Member of Bihar Legislative Assembly
- In office 27 February 2005 – 24 November 2010
- Preceded by: Sanjay Kumar Singh
- Succeeded by: Randhir Kumar Soni
- Constituency: Sheikhpura

Personal details
- Born: 01 May 1963 Olipur Lakhisarai, Bihar
- Died: 7 July 2017 (aged 54)
- Party: Indian National Congress
- Spouse: Sanjay Kumar Singh
- Relations: Rajo Singh (father-in-law)
- Children: Sudarshan Kumar

= Sunila Devi =

Indian politician

Sunila Devi (1 May 1963 – 7 July 2017) was an Indian social activist and politician. She was an executive member of an NGO called People's Association for Research and Development, Patna which is working on financial inclusion of women and on the issues of women empowerment through micro-finance activities particularly in Nawada district of Bihar. She was wife of Sheikhpura former MLA Sanjay Kumar Singh alias Munna Singh who died in 2010, who was two times Member of Bihar Legislative Assembly before her. Now her son represents Barbigha earlier as Candidate of Indian National Congress but in 2020 Elections he joined Janata Dal (United).

==Political career==
Sunila Devi had been grass root worker with her husband late Mr Sanjay Kumar Singh who had been two times MLA in the Bihar Assembly from Sheikhpura. Mr SK Singh had been also the State Minister of Rural Development. Sunila Devi is the daughter in law of well known politician and MP Shri Rajo Singh.

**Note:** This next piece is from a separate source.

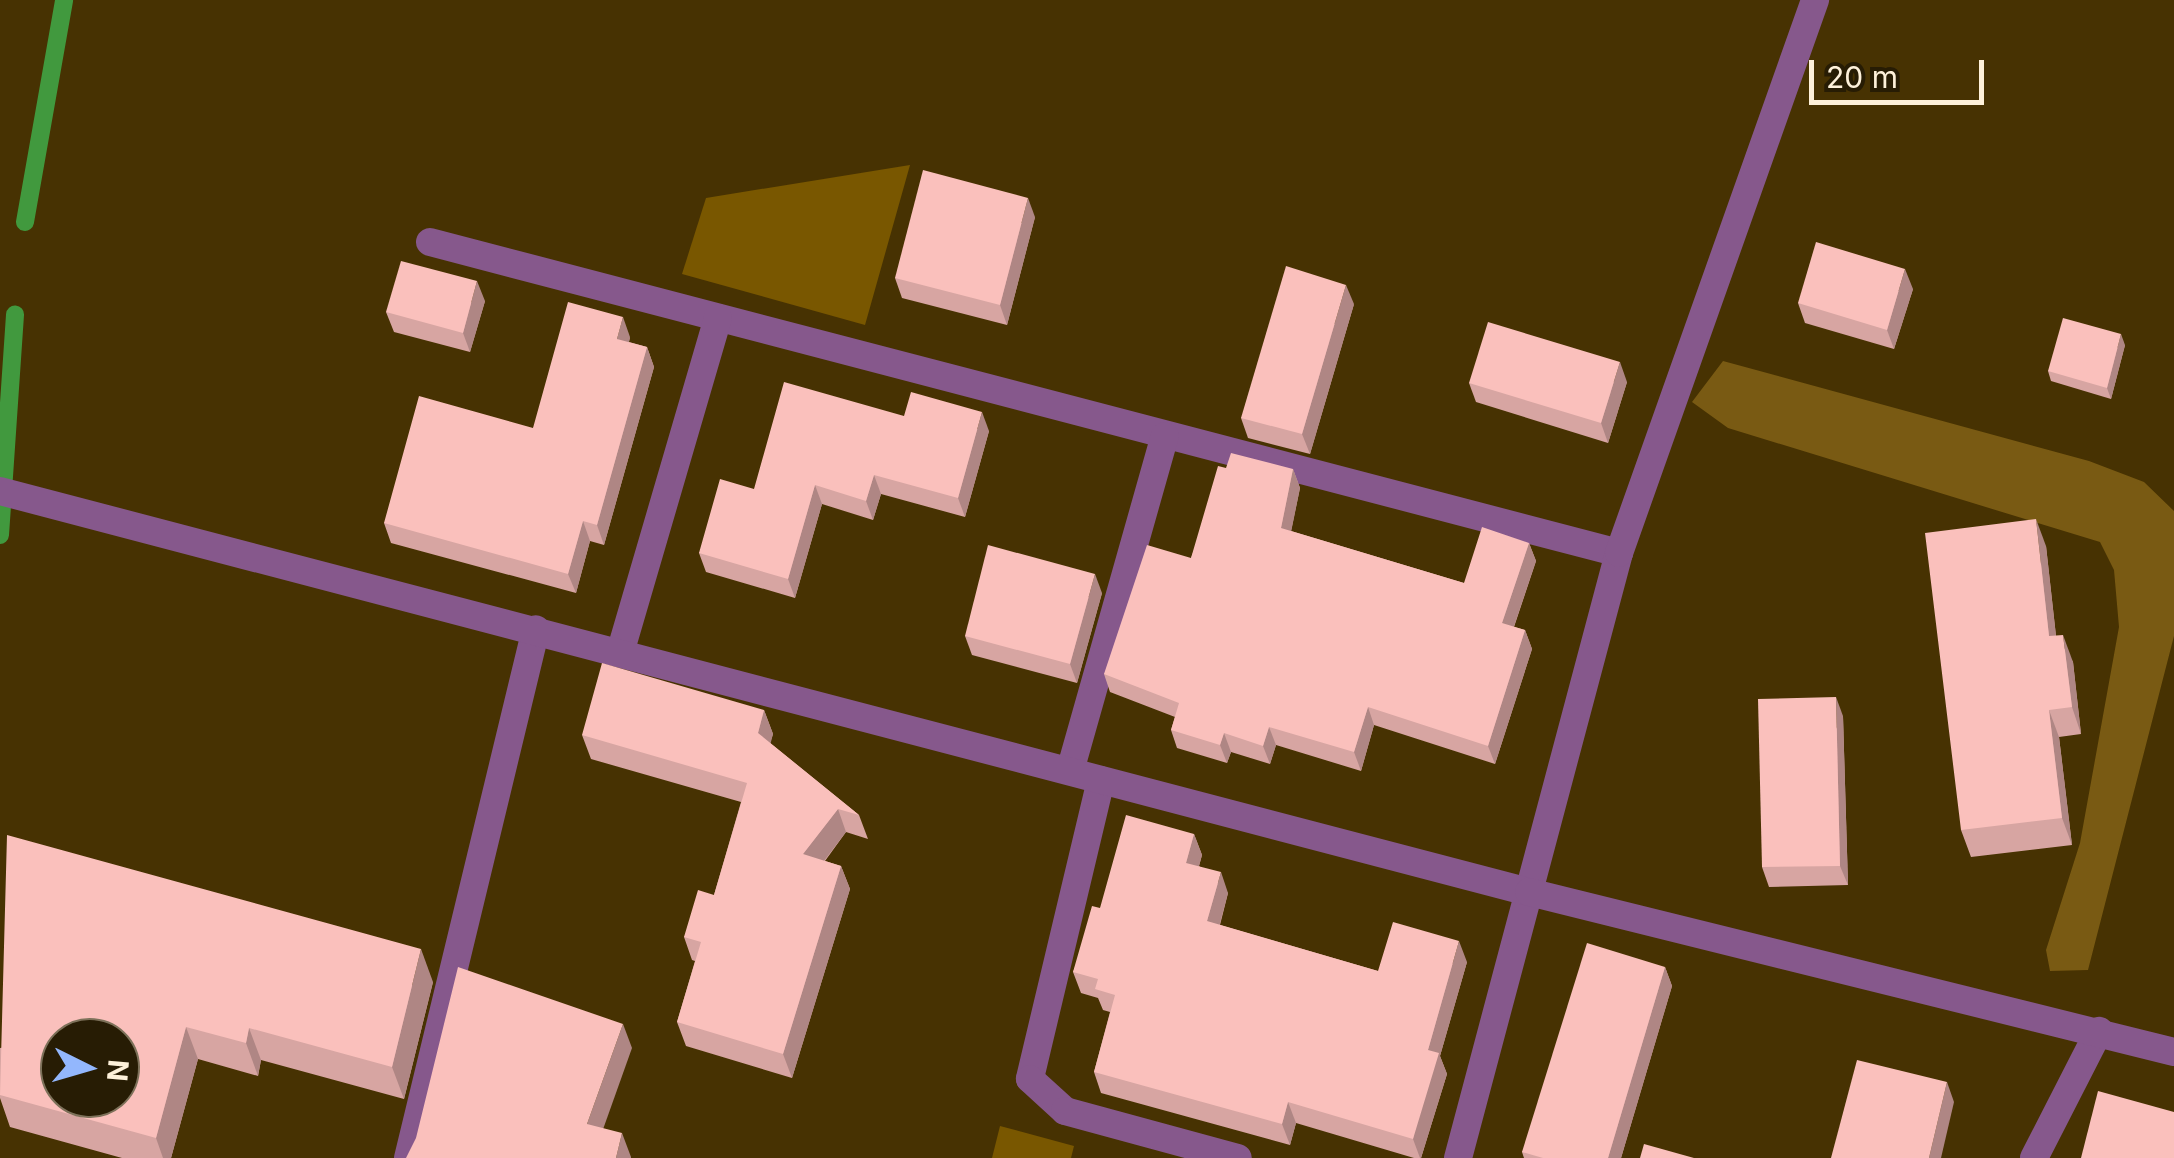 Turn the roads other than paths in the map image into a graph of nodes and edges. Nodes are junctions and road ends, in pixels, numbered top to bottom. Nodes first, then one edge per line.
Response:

Sunila Devi won the election in the month of February 2005 from Sheikhpura constituency. Sunila Devi won in the re-election of October 2005 and lasted for next five years. She was member of the Committee on Women and Child Development in the Bihar Vidhan Sabha. She was one of the most regular MLAs in the assembly of Bihar. She was appointed acting President of Bihar Pradesh Mahila Congress and worked for almost two years.
She handed over the reins to Shrimati Vinita Vijay as she wanted to concentrate more on the work of her own constituency of Sheikhpura. She contested the Lok Sabha elections as a candidate of Indian National Congress from Nawadah in the year 2009.

She did contest the assembly election from Sheikhpura in the year 2010 and lost by narrow margins to Shri Randhir Kumar Soni of JDU. She was suffering from cancer and died on 7 July 2017.